Task brief
Here are the records. Write out exactly the lines between the one holding "filter:drop-shadow(2px 0 #7a6855)" and the one holding "translate:-50% -50%; white-space:nowrap;", inclusive.

Material supplied
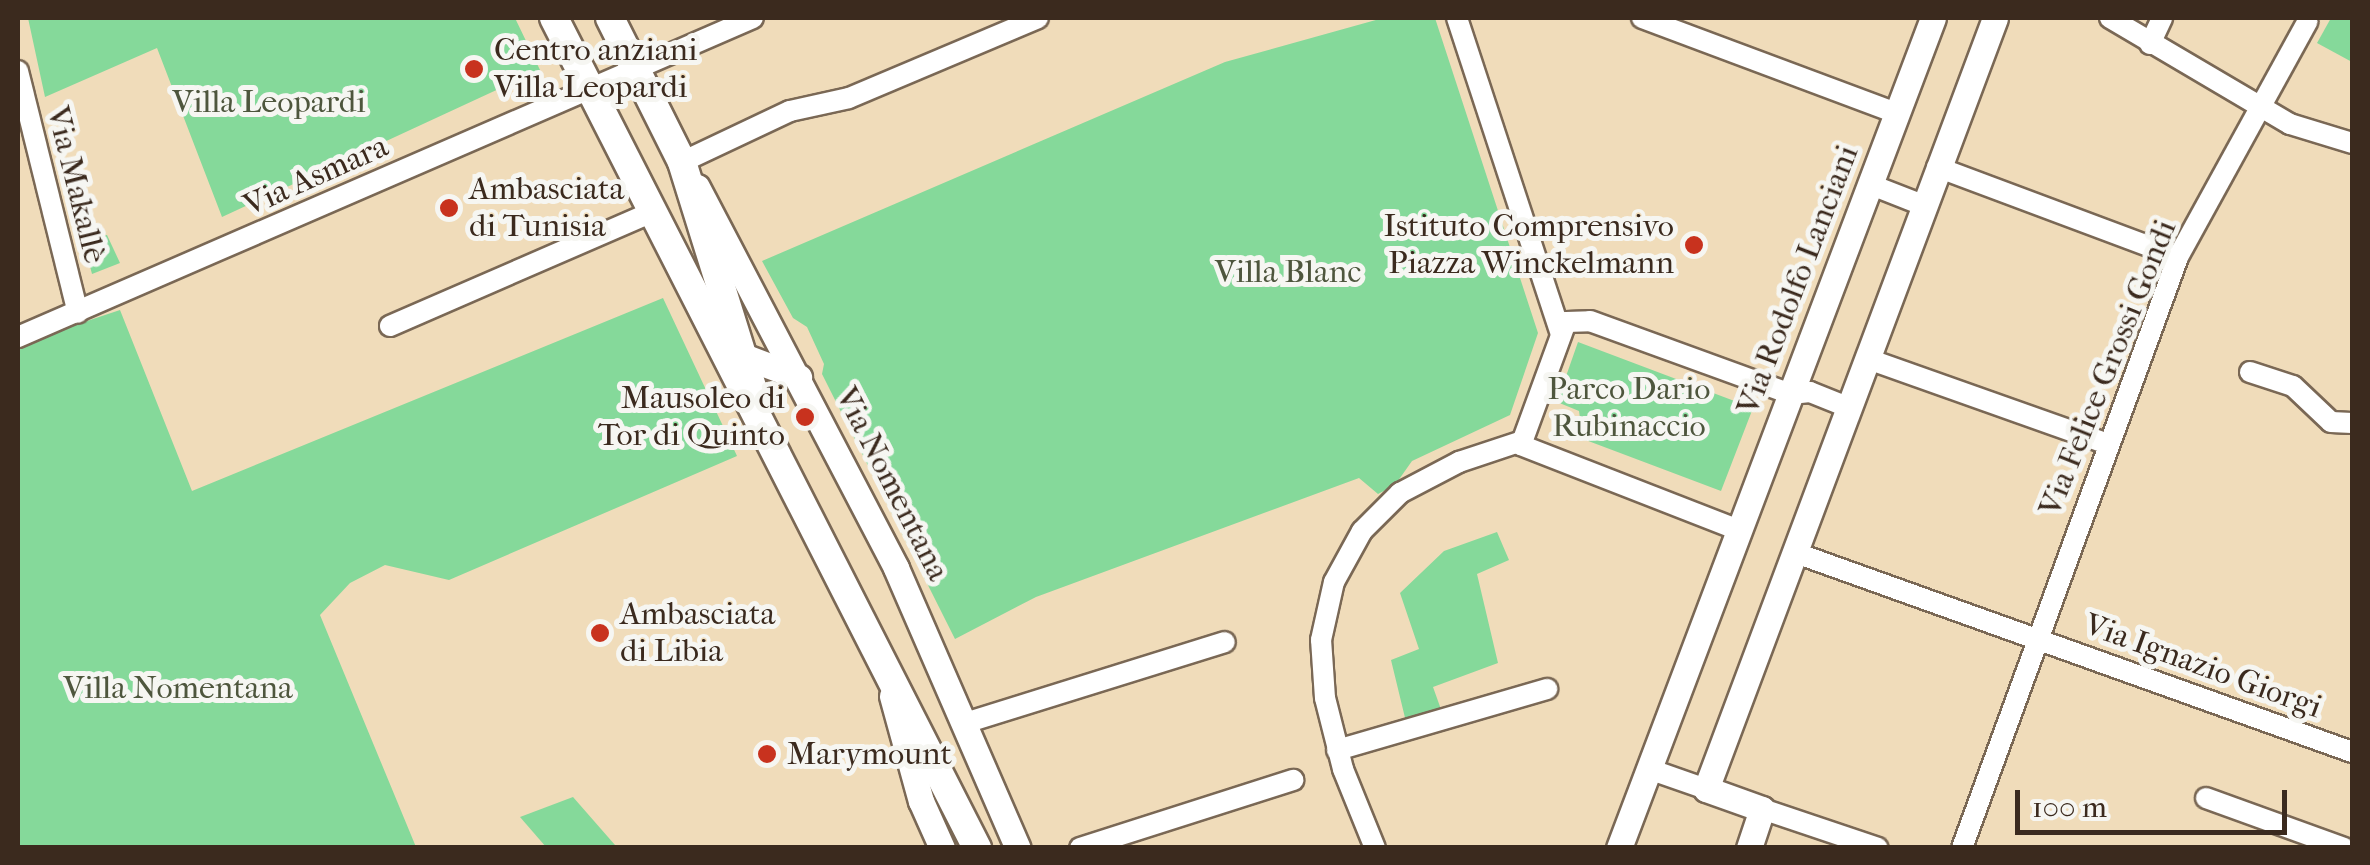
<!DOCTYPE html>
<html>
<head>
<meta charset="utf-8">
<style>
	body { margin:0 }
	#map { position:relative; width:2370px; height:865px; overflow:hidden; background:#f0dcba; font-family:"IM FELL French Canon",serif }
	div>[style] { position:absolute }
	.green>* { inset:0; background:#85d99a }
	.roads { filter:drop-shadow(2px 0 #7a6855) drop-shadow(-2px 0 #7a6855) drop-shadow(0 2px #7a6855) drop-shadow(0 -2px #7a6855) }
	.minor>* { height:20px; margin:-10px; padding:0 10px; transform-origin:10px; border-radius:10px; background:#fff }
	.tertiary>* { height:25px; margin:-12.5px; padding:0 12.5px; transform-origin:12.5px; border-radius:12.5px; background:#fff }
	.secondary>* { height:28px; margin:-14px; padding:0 14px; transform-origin:14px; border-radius:14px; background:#fff }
	.dots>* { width:28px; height:28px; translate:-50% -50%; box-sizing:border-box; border:5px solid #f6f6f2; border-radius:50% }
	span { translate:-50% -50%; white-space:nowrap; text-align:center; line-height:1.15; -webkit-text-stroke:10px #f6f6f2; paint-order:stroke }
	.poi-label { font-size:32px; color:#3b2a1e }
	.left { translate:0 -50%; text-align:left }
	.right { translate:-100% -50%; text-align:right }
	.park-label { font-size:32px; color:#4e563d }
	.street-label { font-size:32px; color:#3b2a1e }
	.frame { position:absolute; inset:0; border:20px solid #3b2a1e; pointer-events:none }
	.scale { position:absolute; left:2015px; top:790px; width:272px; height:45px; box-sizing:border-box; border:5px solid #3b2a1e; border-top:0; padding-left:12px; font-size:30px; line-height:35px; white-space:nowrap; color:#3b2a1e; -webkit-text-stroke:8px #f6f6f2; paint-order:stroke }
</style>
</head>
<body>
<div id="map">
	<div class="green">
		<i style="clip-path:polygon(28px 18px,515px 18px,540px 70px,222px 217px,157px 48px,45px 97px)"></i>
		<i style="clip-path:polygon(1383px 18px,1435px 18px,1538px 333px,1510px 415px,1412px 461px,1395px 485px,1378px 494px,1359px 478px,1036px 597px,955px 639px,822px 374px,824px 364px,807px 327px,793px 318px,762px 261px,1225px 62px)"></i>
		<i style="clip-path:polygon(2331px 18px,2352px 18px,2352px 62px,2317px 43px)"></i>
		<i style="clip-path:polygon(107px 235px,120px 263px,92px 274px,83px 240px)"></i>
		<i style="clip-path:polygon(663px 298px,737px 456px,449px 580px,385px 565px,350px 583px,320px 615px,416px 847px,18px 847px,18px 344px,120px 310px,192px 491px)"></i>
		<i style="clip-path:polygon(1578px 342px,1753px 408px,1721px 491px,1583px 439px,1579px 411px,1557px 402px)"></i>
		<i style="clip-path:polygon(1497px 532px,1509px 560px,1477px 574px,1498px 663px,1433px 687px,1443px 715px,1407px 726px,1391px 660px,1419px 649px,1400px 593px,1444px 551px)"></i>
		<i style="clip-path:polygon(573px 797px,615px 845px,612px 847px,546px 847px,520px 817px)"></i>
	</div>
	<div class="roads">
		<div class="minor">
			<i style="left:1457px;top:18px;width:333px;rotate:71.8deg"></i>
			<i style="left:1642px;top:18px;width:271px;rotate:20.5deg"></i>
			<i style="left:2110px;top:18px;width:209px;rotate:30.5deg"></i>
			<i style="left:2290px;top:124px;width:65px;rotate:17deg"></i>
			<i style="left:2150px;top:44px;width:29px;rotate:-65deg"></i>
			<i style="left:18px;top:71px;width:249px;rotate:76.1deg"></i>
			<i style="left:682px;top:162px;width:119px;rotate:-25.3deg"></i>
			<i style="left:790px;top:111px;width:60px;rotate:-12.4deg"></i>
			<i style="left:849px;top:98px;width:205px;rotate:-22.9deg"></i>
			<i style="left:1937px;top:167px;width:257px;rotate:20.5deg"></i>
			<i style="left:1869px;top:184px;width:58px;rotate:21.3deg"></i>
			<i style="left:390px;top:326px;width:286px;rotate:-23.5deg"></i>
			<i style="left:18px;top:337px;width:801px;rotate:-23.46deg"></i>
			<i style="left:1868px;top:359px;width:255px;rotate:19.5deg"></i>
			<i style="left:2250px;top:372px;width:45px;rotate:18deg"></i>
			<i style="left:2293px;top:386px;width:52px;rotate:43.5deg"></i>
			<i style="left:2331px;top:422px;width:21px;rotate:3deg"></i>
			<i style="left:1736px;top:529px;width:231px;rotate:-158.7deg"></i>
			<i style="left:1521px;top:445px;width:131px;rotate:-69.9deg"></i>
			<i style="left:1566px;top:322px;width:24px;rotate:-2deg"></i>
			<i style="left:1590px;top:321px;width:214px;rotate:20deg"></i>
			<i style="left:1791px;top:394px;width:19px;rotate:-6deg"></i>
			<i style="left:1810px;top:392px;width:43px;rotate:21.8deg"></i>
			<i style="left:1796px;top:553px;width:591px;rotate:19.69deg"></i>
			<i style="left:965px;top:723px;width:272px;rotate:-17.3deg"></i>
			<i style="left:1337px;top:750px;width:219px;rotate:-16.2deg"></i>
			<i style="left:1649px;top:769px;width:60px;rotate:19.3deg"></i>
			<i style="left:2206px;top:798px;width:147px;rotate:19.9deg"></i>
			<i style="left:1762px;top:809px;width:122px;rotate:18.6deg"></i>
			<i style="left:1080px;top:848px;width:224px;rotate:-17.7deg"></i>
			<i style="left:1375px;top:848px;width:85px;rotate:-112.1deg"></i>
			<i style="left:1343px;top:769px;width:73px;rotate:-104.2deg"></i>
			<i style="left:1325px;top:698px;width:58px;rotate:-93.9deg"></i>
			<i style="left:1321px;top:640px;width:59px;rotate:-77.4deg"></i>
			<i style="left:1334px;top:582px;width:58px;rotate:-61.2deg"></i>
			<i style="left:1362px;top:531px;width:54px;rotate:-45deg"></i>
			<i style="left:1400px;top:493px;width:67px;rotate:-27.7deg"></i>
			<i style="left:1459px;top:462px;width:63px;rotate:-18.4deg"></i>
			<i style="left:1962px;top:848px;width:629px;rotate:-69.92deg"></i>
			<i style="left:2178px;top:257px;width:269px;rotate:-61.2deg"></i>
		</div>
		<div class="tertiary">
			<i style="left:697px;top:187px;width:430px;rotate:62.4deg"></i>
			<i style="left:896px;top:568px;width:305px;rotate:66.5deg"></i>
			<i style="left:743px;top:356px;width:60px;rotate:20.6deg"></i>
			<i style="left:892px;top:696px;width:109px;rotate:74.6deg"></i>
			<i style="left:921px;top:801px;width:51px;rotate:65.9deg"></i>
			<i style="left:1619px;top:848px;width:887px;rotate:-69.28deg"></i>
			<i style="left:1749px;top:848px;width:41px;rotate:-71.6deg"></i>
			<i style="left:1762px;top:809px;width:59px;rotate:-160.3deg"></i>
			<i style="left:1706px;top:789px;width:823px;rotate:-69.45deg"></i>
		</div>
		<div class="secondary">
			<i style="left:554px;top:18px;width:932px;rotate:62.99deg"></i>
			<i style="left:610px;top:18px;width:161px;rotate:63.4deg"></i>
			<i style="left:682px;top:162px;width:239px;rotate:72.7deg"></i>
		</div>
	</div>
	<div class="dots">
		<i style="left:474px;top:69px;background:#c8321e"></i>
		<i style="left:449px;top:208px;background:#c8321e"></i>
		<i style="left:1694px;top:245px;background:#c8321e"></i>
		<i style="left:805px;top:417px;background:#c8321e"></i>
		<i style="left:600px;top:633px;background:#c8321e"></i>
		<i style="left:767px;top:754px;background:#c8321e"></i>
	</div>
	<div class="poi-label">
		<span class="left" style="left:494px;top:69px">Centro anziani<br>Villa Leopardi</span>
		<span class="left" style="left:469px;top:208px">Ambasciata<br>di Tunisia</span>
		<span class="right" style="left:1674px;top:245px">Istituto Comprensivo<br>Piazza Winckelmann</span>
		<span class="right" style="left:785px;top:417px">Mausoleo di<br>Tor di Quinto</span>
		<span class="left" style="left:620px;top:633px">Ambasciata<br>di Libia</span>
		<span class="left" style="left:787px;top:754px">Marymount</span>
	</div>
	<div class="park-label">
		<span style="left:269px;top:102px">Villa Leopardi</span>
		<span style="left:1288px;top:272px">Villa Blanc</span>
		<span style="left:1629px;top:408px">Parco Dario<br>Rubinaccio</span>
		<span style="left:178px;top:688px">Villa Nomentana</span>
	</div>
	<div class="street-label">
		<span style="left:316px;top:176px;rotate:-24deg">Via Asmara</span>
		<span style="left:76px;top:185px;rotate:76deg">Via Makallè</span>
		<span style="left:1798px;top:280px;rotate:-69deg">Via Rodolfo Lanciani</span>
		<span style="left:2108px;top:368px;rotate:-68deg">Via Felice Grossi Gondi</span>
		<span style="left:892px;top:484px;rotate:63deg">Via Nomentana</span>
		<span style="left:2203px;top:666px;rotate:20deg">Via Ignazio Giorgi</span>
	</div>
	<div class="frame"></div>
	<div class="scale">100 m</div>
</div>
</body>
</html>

Solution to the problem
	.roads { filter:drop-shadow(2px 0 #7a6855) drop-shadow(-2px 0 #7a6855) drop-shadow(0 2px #7a6855) drop-shadow(0 -2px #7a6855) }
	.minor>* { height:20px; margin:-10px; padding:0 10px; transform-origin:10px; border-radius:10px; background:#fff }
	.tertiary>* { height:25px; margin:-12.5px; padding:0 12.5px; transform-origin:12.5px; border-radius:12.5px; background:#fff }
	.secondary>* { height:28px; margin:-14px; padding:0 14px; transform-origin:14px; border-radius:14px; background:#fff }
	.dots>* { width:28px; height:28px; translate:-50% -50%; box-sizing:border-box; border:5px solid #f6f6f2; border-radius:50% }
	span { translate:-50% -50%; white-space:nowrap; text-align:center; line-height:1.15; -webkit-text-stroke:10px #f6f6f2; paint-order:stroke }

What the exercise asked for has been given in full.